Stored data:
──────────

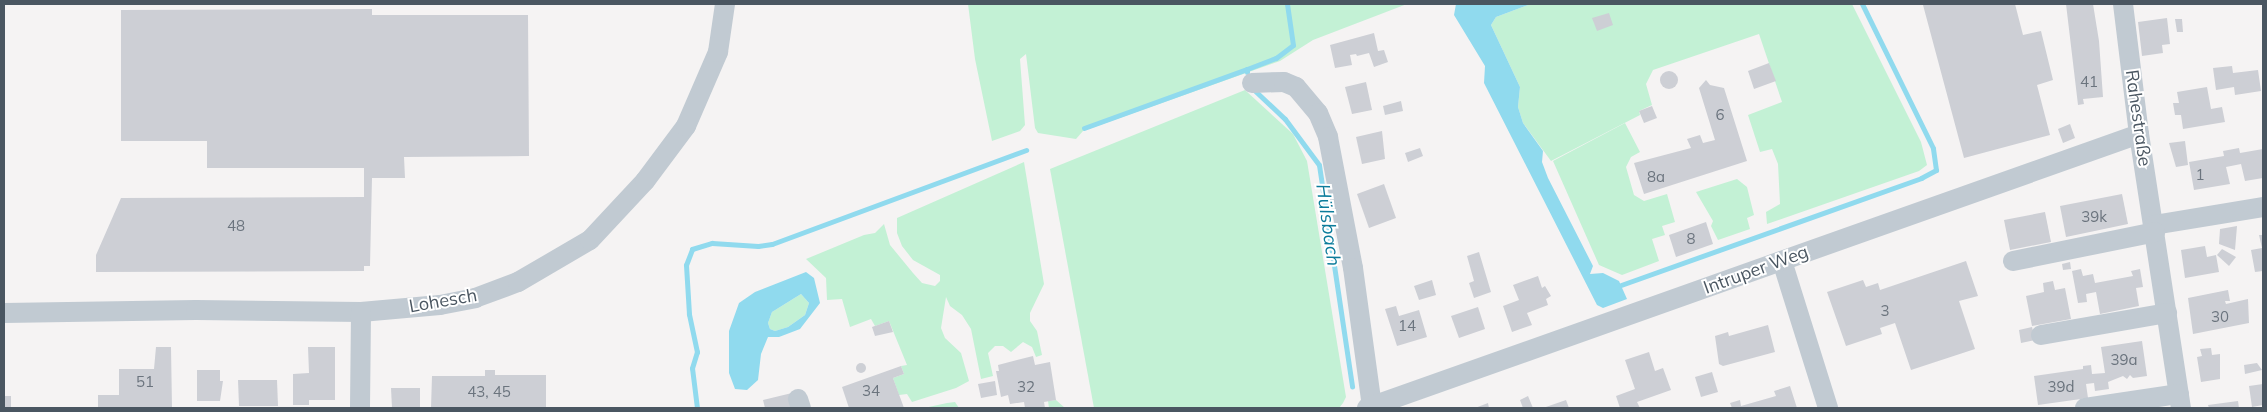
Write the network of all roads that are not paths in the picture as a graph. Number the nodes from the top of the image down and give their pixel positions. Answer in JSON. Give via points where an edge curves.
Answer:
{"nodes":[{"id":1,"x":725,"y":4,"type":"edge"},
{"id":2,"x":2123,"y":4,"type":"edge"},
{"id":3,"x":1252,"y":83,"type":"dead end"},
{"id":4,"x":2139,"y":134,"type":"junction"},
{"id":5,"x":2263,"y":207,"type":"edge"},
{"id":6,"x":2154,"y":228,"type":"junction"},
{"id":7,"x":1782,"y":261,"type":"junction"},
{"id":8,"x":2013,"y":261,"type":"dead end"},
{"id":9,"x":361,"y":312,"type":"junction"},
{"id":10,"x":4,"y":313,"type":"edge"},
{"id":11,"x":2167,"y":313,"type":"junction"},
{"id":12,"x":2041,"y":334,"type":"dead end"},
{"id":13,"x":2180,"y":401,"type":"edge"},
{"id":14,"x":1370,"y":407,"type":"edge"},
{"id":15,"x":360,"y":408,"type":"edge"},
{"id":16,"x":1828,"y":408,"type":"edge"},
{"id":17,"x":2085,"y":408,"type":"edge"}],
"edges":[{"from":1,"to":9,"type":"street","name":"Lohesch","via":[[718,52],[686,126],[645,181],[590,240],[518,282],[475,298],[440,305]]},
{"from":2,"to":4,"type":"street","name":"Rahestraße"},
{"from":3,"to":14,"type":"street","name":"Intruper Weg","via":[[1284,82],[1296,86],[1318,113],[1328,137],[1353,268]]},
{"from":4,"to":6,"type":"street","name":"Rahestraße"},
{"from":4,"to":7,"type":"street","name":"Intruper Weg"},
{"from":5,"to":6,"type":"street"},
{"from":6,"to":8,"type":"street"},
{"from":6,"to":11,"type":"street","name":"Rahestraße"},
{"from":7,"to":14,"type":"street","name":"Intruper Weg"},
{"from":7,"to":16,"type":"street"},
{"from":9,"to":10,"type":"street","name":"Lohesch"},
{"from":9,"to":15,"type":"street"},
{"from":11,"to":12,"type":"street"},
{"from":11,"to":13,"type":"street","name":"Rahestraße"},
{"from":13,"to":17,"type":"street","name":"Rahestraße"}]}
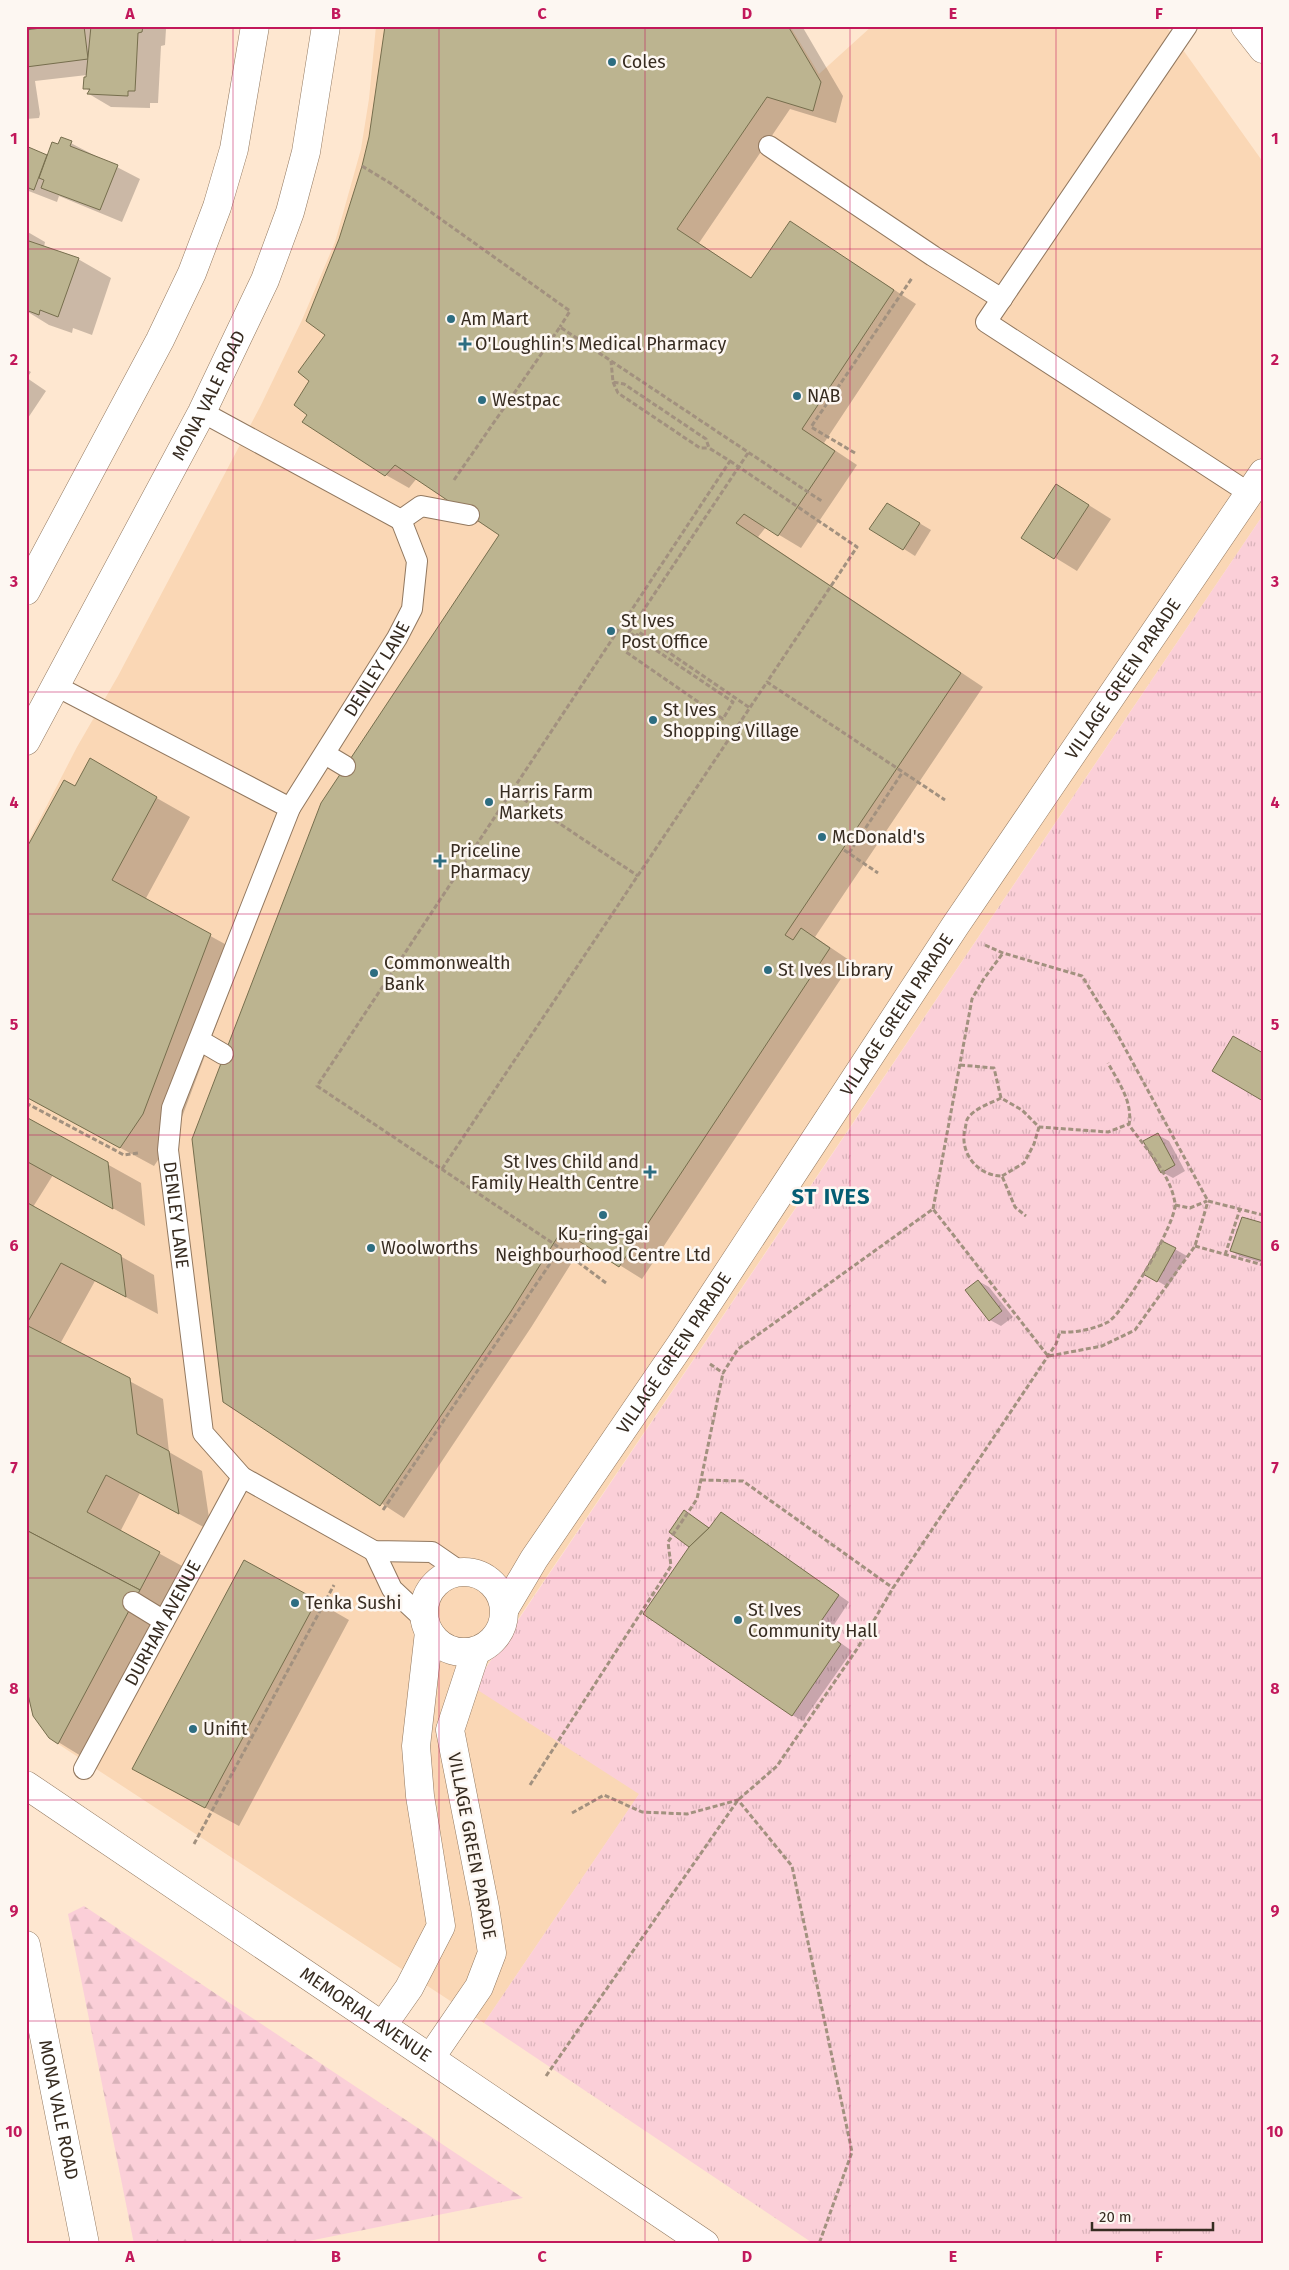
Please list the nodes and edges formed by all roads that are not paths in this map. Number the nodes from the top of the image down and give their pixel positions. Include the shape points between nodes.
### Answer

──────────

• **DIRECTIONS FOR THIS TASK**
For every line above, produce an exact transcription that omits the images.

• **THE ANSWER**
Write the network of all roads that are not paths in the picture as a graph. Number the nodes from the top of the image down and give their pixel positions. Answer in JSON. Give via points where an edge curves.
Answer:
{"nodes":[{"id":1,"x":725,"y":4,"type":"edge"},
{"id":2,"x":2123,"y":4,"type":"edge"},
{"id":3,"x":1252,"y":83,"type":"dead end"},
{"id":4,"x":2139,"y":134,"type":"junction"},
{"id":5,"x":2263,"y":207,"type":"edge"},
{"id":6,"x":2154,"y":228,"type":"junction"},
{"id":7,"x":1782,"y":261,"type":"junction"},
{"id":8,"x":2013,"y":261,"type":"dead end"},
{"id":9,"x":361,"y":312,"type":"junction"},
{"id":10,"x":4,"y":313,"type":"edge"},
{"id":11,"x":2167,"y":313,"type":"junction"},
{"id":12,"x":2041,"y":334,"type":"dead end"},
{"id":13,"x":2180,"y":401,"type":"edge"},
{"id":14,"x":1370,"y":407,"type":"edge"},
{"id":15,"x":360,"y":408,"type":"edge"},
{"id":16,"x":1828,"y":408,"type":"edge"},
{"id":17,"x":2085,"y":408,"type":"edge"}],
"edges":[{"from":1,"to":9,"type":"street","name":"Lohesch","via":[[718,52],[686,126],[645,181],[590,240],[518,282],[475,298],[440,305]]},
{"from":2,"to":4,"type":"street","name":"Rahestraße"},
{"from":3,"to":14,"type":"street","name":"Intruper Weg","via":[[1284,82],[1296,86],[1318,113],[1328,137],[1353,268]]},
{"from":4,"to":6,"type":"street","name":"Rahestraße"},
{"from":4,"to":7,"type":"street","name":"Intruper Weg"},
{"from":5,"to":6,"type":"street"},
{"from":6,"to":8,"type":"street"},
{"from":6,"to":11,"type":"street","name":"Rahestraße"},
{"from":7,"to":14,"type":"street","name":"Intruper Weg"},
{"from":7,"to":16,"type":"street"},
{"from":9,"to":10,"type":"street","name":"Lohesch"},
{"from":9,"to":15,"type":"street"},
{"from":11,"to":12,"type":"street"},
{"from":11,"to":13,"type":"street","name":"Rahestraße"},
{"from":13,"to":17,"type":"street","name":"Rahestraße"}]}
Please list the nodes and edges formed by all roads that are not paths in this map. Number the nodes from the top of the image down and give their pixel positions. Include the shape points between nodes.
### Answer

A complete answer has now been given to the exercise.